***** MATERIAL SUPPLIED *****

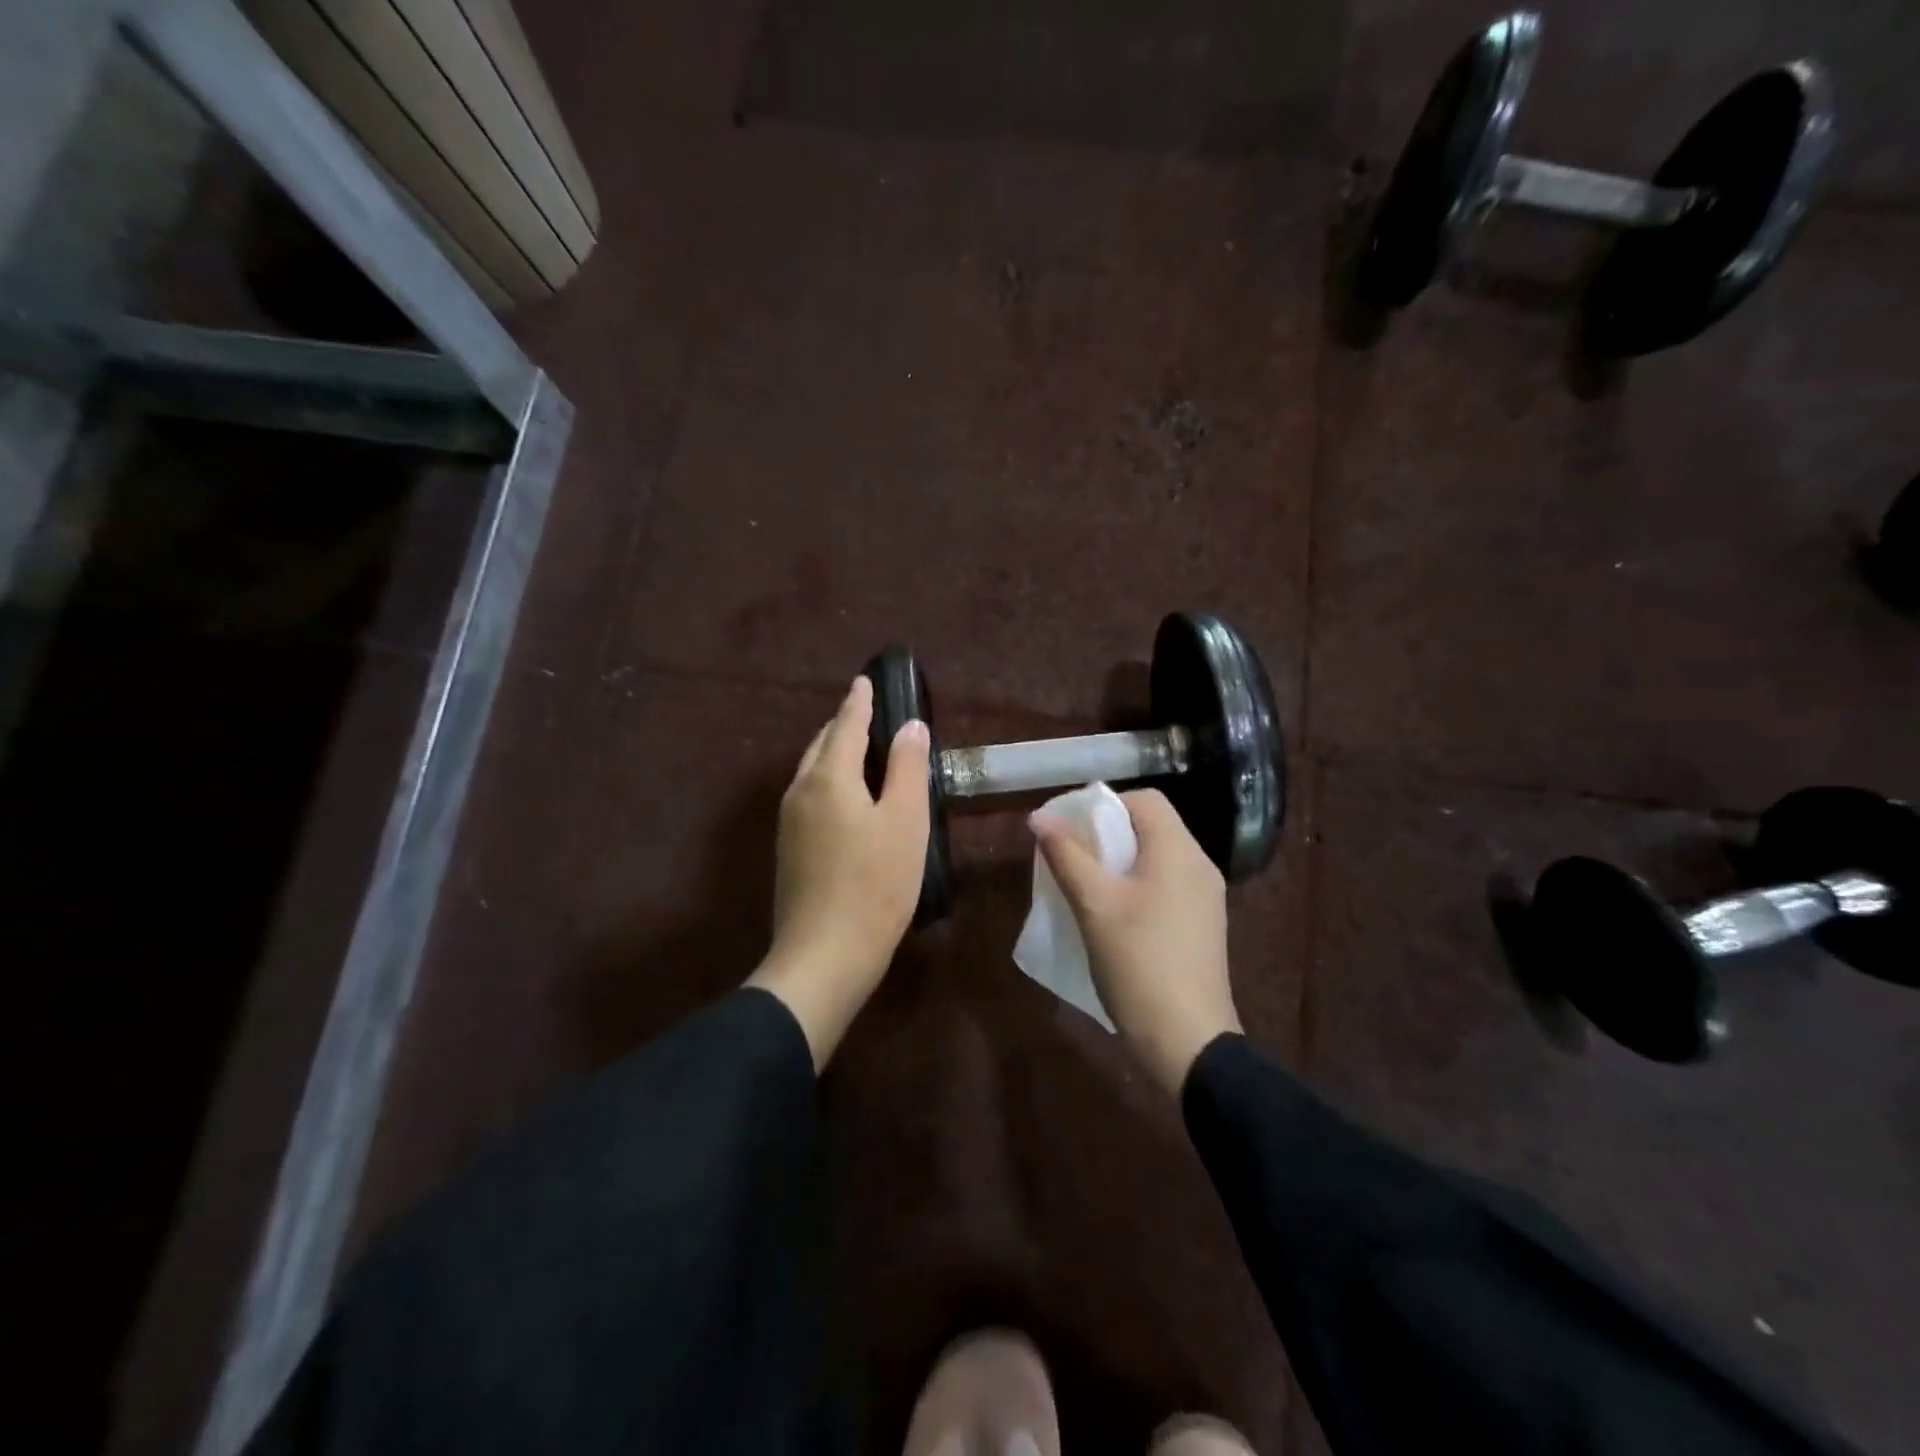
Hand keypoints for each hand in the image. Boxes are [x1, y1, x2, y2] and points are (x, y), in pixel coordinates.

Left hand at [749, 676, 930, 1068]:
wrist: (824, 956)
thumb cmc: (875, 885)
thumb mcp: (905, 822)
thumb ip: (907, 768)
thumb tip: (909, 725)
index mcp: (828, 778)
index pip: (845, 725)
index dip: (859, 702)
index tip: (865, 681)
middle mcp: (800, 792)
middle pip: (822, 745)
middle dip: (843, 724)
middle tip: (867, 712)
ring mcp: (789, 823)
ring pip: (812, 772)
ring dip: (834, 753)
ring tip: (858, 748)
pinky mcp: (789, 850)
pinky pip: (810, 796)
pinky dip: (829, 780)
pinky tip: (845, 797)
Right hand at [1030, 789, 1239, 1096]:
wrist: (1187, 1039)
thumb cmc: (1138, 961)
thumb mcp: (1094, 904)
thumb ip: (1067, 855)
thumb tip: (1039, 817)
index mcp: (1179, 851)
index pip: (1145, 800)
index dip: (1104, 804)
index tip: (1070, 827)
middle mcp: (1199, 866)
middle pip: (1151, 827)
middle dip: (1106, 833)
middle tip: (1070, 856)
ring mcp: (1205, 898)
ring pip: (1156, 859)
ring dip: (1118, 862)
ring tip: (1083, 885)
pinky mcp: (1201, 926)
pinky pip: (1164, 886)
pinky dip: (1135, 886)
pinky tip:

*****

> _TASK PROMPT_:
Please give the number of lines in the entries above that hold "hand", with no other words.

> _RESULT_:
3